## Task inputs
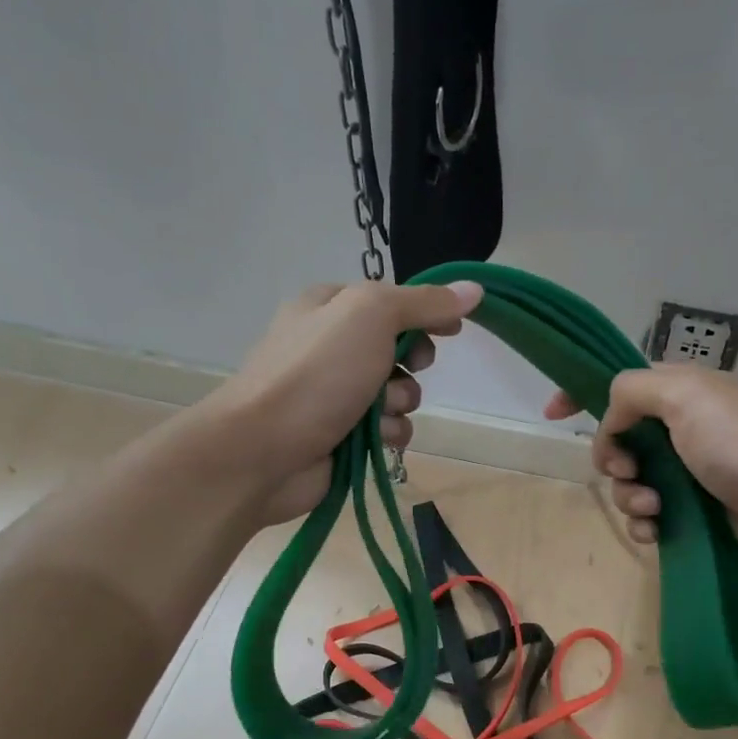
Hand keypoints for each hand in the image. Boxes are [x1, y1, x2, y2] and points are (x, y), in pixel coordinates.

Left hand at [210, 279, 482, 522]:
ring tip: (380, 412)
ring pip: (398, 392)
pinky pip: (388, 429)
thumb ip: (424, 303)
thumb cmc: (317, 373)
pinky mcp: (342, 435)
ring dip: (401, 402)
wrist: (264, 449)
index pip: (392, 301)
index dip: (426, 313)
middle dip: (413, 362)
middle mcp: (331, 346)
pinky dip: (389, 433)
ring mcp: (335, 393)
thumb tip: (473, 289)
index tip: (453, 329)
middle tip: (412, 368)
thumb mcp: (371, 316)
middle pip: (399, 348)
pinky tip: (376, 439)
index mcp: (329, 306)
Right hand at [545, 366, 737, 561]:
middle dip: (612, 460)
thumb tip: (612, 424)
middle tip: (629, 471)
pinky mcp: (693, 509)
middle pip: (616, 441)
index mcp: (676, 391)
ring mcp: (686, 470)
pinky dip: (646, 525)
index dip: (581, 395)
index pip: (617, 385)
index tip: (553, 415)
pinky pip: (649, 516)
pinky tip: (657, 531)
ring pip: (629, 483)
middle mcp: (678, 427)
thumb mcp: (684, 397)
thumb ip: (632, 393)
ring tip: (655, 507)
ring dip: (631, 497)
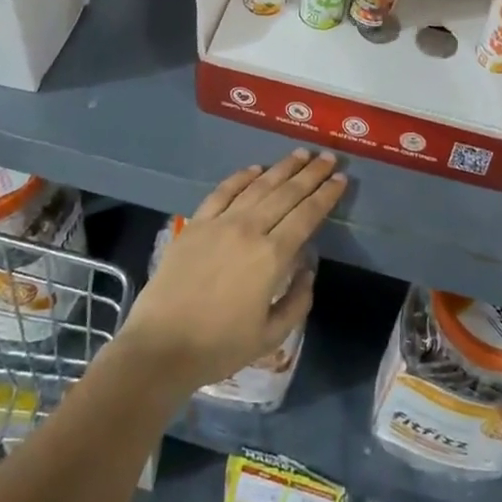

## Exercise instructions
Take the lines above from the one containing "thumb tip: (473, 289)" to the one containing "index dip: (581, 395)" and retype them exactly, both ends included, with nothing added.

## Your solution
thumb tip: (473, 289)
index tip: (453, 329)
middle tip: (412, 368)
thumb mcp: (371, 316)
middle pip: (399, 348)
pinky tip: (376, 439)
index mcp: (329, 306)
Right hand at [545, 366, 737, 561]:
middle dip: (612, 460)
thumb tip: (612, 424)
middle tip: (629, 471)
pinky mcp: (693, 509)
middle pip: (616, 441)
index mcp: (676, 391)
ring mcp: (686, 470)
pinky dip: (646, 525)
index dip: (581, 395)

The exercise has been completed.